About this task: Work out how many lines below contain the word "dead". Only the number is wanted.

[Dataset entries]
_ _ _ _ _ _ _

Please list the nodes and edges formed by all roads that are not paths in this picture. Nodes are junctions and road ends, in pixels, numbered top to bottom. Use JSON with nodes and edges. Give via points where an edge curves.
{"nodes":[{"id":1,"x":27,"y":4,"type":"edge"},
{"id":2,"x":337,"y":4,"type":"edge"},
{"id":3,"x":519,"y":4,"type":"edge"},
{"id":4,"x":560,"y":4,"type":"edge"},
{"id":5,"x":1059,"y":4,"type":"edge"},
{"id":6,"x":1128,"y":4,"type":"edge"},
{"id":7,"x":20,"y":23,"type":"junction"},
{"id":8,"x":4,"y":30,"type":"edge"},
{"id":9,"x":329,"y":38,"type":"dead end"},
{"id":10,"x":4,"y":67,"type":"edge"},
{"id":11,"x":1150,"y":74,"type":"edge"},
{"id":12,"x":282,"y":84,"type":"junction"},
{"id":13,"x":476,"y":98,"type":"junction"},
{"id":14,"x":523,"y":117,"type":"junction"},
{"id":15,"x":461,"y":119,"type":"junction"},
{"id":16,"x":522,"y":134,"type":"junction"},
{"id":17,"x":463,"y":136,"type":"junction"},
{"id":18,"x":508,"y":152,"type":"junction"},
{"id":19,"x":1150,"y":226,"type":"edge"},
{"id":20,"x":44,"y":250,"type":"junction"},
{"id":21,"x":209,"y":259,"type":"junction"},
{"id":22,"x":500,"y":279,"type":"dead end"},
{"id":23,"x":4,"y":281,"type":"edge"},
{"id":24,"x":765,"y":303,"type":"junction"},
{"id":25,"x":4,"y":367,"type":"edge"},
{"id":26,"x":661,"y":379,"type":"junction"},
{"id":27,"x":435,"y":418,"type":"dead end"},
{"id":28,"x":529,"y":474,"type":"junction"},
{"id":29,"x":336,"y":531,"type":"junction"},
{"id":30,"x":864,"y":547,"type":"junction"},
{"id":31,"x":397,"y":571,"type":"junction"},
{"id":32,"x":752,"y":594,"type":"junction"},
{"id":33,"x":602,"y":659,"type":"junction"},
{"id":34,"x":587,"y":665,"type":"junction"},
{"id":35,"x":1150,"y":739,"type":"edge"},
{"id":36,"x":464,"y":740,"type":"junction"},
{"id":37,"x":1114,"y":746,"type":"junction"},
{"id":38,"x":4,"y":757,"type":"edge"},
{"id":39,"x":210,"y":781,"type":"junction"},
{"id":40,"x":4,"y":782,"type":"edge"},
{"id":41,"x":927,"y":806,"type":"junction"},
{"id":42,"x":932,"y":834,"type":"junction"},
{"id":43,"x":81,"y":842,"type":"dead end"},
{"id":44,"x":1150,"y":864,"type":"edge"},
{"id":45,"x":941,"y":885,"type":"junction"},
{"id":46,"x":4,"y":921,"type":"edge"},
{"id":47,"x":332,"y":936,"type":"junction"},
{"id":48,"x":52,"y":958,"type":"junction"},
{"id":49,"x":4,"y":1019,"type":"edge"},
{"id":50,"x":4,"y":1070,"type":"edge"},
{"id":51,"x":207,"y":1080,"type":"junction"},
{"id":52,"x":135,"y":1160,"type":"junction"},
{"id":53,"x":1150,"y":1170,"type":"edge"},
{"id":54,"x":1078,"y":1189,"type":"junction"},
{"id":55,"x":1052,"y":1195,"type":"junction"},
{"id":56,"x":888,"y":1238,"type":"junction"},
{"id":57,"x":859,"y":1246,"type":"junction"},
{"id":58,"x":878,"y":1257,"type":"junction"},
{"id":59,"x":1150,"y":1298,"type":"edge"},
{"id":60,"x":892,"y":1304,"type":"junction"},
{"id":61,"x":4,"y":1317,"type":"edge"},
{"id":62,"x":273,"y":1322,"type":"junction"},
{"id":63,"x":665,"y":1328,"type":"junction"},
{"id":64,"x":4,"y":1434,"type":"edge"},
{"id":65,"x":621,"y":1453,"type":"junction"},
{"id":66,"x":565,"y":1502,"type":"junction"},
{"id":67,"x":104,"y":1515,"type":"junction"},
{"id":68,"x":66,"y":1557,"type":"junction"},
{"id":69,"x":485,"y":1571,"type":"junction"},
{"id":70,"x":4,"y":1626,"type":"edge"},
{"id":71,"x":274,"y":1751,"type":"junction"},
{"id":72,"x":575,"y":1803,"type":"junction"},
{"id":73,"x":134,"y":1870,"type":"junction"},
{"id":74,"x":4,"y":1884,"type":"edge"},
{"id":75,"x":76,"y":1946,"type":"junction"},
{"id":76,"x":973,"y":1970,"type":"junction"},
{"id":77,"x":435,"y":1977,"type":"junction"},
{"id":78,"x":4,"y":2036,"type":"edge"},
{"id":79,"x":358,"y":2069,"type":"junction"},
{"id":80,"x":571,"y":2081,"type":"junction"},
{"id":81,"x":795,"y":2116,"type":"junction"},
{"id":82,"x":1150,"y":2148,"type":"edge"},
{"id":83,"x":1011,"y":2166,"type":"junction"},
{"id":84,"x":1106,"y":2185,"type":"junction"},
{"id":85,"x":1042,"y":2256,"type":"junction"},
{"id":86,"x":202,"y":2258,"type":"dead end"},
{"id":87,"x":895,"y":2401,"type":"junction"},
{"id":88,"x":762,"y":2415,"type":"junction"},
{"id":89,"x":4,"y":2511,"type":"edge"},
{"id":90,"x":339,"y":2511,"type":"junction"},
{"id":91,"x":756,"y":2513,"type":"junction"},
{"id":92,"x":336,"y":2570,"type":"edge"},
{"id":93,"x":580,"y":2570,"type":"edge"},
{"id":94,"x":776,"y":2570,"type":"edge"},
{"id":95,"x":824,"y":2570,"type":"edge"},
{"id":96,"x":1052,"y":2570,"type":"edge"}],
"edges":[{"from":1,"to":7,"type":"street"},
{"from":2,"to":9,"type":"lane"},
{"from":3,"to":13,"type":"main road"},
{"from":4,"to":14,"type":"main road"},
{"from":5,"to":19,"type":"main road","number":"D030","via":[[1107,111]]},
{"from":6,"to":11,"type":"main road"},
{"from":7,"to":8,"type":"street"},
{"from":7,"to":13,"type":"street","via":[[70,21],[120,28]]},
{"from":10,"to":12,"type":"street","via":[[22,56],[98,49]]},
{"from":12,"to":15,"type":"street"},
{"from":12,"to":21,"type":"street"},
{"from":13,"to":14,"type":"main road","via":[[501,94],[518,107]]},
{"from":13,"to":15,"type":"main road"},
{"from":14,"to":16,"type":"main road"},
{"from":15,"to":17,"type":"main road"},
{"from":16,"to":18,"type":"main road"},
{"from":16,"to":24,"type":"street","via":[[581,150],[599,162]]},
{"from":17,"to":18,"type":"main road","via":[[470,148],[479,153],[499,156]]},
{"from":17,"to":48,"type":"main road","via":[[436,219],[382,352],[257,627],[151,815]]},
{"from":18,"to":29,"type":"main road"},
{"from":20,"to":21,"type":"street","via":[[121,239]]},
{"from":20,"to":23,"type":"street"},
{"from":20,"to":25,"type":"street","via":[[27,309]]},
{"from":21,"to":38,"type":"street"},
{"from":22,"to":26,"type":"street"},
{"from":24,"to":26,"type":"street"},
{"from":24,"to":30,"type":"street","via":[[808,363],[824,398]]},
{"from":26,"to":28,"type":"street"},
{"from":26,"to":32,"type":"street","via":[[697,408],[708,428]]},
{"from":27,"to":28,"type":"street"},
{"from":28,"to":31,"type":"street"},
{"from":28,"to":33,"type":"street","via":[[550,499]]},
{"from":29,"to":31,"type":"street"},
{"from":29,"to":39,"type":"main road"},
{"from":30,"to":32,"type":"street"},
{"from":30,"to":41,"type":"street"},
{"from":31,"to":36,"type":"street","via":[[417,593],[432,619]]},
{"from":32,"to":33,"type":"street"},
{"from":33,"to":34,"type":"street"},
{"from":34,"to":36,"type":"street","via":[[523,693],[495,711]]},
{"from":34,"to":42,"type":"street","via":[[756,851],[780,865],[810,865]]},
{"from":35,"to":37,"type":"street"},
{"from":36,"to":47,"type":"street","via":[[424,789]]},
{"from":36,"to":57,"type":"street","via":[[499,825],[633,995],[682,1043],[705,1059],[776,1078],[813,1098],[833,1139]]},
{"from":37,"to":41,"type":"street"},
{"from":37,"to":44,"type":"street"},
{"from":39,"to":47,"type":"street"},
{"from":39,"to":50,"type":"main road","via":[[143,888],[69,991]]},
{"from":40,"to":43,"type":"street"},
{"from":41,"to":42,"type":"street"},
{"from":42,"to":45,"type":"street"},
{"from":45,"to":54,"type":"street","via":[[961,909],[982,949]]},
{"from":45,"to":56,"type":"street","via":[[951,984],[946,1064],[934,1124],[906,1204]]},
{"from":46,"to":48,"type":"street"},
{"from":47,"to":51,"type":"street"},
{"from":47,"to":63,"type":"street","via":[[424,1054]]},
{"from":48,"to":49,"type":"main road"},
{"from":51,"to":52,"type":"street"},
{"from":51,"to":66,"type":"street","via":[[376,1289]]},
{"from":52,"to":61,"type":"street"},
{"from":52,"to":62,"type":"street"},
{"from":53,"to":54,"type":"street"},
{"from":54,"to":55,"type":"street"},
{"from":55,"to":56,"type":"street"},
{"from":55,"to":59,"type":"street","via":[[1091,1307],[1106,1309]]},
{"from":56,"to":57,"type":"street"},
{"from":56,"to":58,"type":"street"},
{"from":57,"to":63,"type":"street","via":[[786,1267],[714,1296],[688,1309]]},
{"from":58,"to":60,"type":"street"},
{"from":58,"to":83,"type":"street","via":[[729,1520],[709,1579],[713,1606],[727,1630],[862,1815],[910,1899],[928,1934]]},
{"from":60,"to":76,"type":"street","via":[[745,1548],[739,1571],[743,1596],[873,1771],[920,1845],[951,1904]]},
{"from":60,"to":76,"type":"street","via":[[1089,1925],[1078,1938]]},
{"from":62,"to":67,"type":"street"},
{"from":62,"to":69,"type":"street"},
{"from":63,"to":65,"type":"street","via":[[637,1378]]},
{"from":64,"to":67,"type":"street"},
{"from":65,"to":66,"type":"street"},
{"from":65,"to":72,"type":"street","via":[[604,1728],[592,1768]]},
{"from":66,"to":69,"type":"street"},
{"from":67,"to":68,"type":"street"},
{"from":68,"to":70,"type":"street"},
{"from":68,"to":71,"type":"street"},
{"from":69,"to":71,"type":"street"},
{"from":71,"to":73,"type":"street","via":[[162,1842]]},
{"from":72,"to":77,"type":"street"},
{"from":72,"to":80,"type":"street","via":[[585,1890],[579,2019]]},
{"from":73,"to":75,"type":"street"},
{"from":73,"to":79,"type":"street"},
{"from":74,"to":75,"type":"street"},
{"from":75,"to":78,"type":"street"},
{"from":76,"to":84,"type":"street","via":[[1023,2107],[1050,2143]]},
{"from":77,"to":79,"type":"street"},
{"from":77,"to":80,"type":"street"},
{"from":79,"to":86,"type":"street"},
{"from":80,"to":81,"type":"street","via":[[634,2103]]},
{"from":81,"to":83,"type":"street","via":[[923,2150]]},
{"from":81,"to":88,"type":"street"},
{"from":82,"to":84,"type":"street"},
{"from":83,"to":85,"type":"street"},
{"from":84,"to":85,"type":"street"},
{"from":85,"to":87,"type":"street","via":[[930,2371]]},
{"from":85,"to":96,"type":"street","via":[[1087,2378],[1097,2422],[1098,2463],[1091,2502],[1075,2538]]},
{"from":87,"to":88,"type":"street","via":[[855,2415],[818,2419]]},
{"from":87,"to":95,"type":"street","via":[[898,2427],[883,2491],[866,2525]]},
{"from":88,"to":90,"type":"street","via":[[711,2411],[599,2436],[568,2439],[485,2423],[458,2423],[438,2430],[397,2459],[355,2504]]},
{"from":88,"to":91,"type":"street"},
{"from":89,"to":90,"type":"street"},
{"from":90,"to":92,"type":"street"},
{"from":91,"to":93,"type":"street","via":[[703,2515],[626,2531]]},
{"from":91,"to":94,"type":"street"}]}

_ _ _ _ _ _ _

Task solution: 5